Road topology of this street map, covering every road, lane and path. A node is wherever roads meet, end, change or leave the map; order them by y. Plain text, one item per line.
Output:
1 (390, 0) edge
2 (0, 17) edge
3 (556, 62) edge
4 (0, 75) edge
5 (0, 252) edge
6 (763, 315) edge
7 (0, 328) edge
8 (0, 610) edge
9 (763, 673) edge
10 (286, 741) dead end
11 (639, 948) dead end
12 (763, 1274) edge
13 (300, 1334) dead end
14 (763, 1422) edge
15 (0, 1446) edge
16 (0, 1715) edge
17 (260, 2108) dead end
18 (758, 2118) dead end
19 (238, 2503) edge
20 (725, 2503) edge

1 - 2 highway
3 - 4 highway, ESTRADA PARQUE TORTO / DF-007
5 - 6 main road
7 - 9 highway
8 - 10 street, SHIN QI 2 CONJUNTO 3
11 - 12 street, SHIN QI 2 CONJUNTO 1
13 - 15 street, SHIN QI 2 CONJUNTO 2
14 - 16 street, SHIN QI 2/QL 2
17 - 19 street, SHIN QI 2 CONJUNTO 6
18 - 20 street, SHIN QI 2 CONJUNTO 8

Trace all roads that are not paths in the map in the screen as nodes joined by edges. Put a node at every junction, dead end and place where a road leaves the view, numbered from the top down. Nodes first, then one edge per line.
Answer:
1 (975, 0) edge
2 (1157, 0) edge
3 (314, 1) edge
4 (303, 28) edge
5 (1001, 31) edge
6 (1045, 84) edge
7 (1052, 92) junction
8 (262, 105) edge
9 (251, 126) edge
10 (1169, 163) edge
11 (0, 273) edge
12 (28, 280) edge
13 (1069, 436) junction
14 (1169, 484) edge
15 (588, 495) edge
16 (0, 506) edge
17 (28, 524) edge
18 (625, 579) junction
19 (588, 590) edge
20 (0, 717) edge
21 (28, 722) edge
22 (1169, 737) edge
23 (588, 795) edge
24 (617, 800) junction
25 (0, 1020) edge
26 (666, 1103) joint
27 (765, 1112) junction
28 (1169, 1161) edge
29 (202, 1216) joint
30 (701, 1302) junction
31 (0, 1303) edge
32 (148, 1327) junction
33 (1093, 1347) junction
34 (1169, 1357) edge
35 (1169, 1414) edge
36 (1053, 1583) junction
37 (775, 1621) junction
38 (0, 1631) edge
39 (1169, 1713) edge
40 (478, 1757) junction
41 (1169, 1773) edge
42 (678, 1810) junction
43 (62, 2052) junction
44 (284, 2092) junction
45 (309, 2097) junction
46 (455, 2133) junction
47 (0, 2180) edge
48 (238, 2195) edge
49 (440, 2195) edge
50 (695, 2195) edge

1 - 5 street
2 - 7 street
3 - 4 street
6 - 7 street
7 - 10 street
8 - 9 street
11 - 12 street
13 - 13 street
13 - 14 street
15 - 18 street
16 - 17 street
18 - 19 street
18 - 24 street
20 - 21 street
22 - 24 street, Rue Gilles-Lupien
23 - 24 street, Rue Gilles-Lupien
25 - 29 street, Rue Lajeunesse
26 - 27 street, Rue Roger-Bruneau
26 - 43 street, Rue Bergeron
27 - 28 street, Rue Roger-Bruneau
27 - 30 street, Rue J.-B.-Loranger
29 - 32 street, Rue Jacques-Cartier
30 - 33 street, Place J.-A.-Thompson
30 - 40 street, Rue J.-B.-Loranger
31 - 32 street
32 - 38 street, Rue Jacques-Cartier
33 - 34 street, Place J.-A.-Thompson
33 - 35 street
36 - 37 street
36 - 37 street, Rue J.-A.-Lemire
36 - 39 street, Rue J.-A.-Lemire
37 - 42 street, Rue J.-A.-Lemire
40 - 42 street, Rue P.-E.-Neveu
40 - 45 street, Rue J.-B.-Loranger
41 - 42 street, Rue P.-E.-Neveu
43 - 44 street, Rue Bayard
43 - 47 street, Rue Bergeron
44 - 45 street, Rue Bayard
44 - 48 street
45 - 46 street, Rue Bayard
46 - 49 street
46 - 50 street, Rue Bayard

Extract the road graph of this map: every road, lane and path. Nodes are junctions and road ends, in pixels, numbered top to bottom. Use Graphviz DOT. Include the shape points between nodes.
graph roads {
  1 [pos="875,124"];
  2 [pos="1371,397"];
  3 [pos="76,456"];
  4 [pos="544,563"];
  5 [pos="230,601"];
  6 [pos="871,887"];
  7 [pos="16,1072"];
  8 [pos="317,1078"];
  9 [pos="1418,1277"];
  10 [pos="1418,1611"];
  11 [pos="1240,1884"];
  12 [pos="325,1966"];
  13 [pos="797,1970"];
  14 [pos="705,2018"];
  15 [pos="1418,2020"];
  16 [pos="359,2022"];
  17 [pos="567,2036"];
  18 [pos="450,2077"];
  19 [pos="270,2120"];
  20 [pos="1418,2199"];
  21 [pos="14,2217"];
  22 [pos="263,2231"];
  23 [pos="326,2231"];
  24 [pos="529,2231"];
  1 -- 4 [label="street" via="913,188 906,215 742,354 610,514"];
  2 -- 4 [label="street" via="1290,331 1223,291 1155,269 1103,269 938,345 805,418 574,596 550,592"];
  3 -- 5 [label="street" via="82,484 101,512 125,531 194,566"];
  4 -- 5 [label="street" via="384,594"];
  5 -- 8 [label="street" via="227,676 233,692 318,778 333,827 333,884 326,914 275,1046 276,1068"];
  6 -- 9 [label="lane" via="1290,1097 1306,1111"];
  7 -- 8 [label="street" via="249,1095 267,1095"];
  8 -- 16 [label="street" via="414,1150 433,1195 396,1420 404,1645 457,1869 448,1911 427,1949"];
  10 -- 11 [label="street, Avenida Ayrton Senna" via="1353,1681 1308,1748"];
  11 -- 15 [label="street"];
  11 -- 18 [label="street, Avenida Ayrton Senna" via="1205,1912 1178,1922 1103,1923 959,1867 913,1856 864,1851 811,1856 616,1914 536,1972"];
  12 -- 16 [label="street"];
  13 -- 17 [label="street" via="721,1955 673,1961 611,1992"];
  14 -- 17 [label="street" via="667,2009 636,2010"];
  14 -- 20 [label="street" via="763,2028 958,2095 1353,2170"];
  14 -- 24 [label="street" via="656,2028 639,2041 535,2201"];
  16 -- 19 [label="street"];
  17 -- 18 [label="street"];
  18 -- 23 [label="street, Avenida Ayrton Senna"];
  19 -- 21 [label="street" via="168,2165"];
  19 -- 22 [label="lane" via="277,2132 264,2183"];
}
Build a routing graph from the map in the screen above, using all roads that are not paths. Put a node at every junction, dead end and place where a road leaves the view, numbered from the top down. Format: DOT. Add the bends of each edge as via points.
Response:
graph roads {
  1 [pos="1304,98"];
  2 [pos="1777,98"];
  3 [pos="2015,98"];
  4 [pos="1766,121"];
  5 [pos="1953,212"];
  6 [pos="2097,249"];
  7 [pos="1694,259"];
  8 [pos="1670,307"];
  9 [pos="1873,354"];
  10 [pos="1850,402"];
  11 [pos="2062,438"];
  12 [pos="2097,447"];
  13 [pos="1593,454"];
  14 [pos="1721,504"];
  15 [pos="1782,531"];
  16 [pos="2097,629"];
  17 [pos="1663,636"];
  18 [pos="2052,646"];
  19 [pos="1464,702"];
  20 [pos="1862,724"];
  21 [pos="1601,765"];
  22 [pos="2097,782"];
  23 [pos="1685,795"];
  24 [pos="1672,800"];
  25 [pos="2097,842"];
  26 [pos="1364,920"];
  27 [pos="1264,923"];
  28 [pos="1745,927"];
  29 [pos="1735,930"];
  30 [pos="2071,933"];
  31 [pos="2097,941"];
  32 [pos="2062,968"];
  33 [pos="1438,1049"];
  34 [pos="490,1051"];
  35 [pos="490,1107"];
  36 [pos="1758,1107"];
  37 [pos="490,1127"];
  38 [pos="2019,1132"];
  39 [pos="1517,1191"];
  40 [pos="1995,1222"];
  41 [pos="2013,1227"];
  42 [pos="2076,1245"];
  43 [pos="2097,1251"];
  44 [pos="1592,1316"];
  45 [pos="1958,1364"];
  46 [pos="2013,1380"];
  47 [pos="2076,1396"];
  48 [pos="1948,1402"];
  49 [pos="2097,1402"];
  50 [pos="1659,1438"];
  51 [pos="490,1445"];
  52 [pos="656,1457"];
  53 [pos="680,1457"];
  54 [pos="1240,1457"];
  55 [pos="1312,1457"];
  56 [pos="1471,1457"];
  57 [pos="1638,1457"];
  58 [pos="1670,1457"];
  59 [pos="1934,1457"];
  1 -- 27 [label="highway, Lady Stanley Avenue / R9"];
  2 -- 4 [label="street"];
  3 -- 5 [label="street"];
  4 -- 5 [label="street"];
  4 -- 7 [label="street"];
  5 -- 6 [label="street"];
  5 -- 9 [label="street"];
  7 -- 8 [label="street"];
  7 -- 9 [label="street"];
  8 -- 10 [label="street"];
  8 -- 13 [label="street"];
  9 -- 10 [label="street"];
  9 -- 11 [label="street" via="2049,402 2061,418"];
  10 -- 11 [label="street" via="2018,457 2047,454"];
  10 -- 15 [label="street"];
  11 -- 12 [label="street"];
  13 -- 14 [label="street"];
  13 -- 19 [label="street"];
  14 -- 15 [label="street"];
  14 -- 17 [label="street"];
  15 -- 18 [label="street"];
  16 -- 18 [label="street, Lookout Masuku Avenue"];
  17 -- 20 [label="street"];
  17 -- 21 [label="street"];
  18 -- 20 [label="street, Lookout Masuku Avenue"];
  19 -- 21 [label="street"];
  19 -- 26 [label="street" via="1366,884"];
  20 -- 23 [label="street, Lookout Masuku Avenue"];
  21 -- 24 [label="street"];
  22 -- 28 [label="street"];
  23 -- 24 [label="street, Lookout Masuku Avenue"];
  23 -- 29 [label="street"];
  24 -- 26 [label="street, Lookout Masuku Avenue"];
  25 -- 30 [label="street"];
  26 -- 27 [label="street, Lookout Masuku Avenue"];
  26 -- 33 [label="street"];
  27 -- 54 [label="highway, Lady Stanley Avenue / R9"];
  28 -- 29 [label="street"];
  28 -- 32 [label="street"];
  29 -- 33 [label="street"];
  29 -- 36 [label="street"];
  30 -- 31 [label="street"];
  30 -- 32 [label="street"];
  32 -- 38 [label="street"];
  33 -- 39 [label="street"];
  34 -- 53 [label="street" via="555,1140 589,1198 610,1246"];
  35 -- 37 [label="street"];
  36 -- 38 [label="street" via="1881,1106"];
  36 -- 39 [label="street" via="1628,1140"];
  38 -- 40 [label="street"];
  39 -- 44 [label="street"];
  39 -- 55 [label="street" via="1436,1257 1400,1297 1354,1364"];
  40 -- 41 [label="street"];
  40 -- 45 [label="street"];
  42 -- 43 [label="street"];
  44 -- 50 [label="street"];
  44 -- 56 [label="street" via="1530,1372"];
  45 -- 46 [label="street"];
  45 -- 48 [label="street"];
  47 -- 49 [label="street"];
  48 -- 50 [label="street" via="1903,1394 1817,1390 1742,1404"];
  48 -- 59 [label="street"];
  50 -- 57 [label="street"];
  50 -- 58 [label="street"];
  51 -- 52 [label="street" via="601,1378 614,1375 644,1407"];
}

■ **REQUIRED ACTION**
Your task is to find every line above containing the word "CONJUNTO" and copy it.

■ **RESULT OF THIS TASK**
8 - 10 street, SHIN QI 2 CONJUNTO 3
11 - 12 street, SHIN QI 2 CONJUNTO 1
13 - 15 street, SHIN QI 2 CONJUNTO 2
17 - 19 street, SHIN QI 2 CONJUNTO 6
18 - 20 street, SHIN QI 2 CONJUNTO 8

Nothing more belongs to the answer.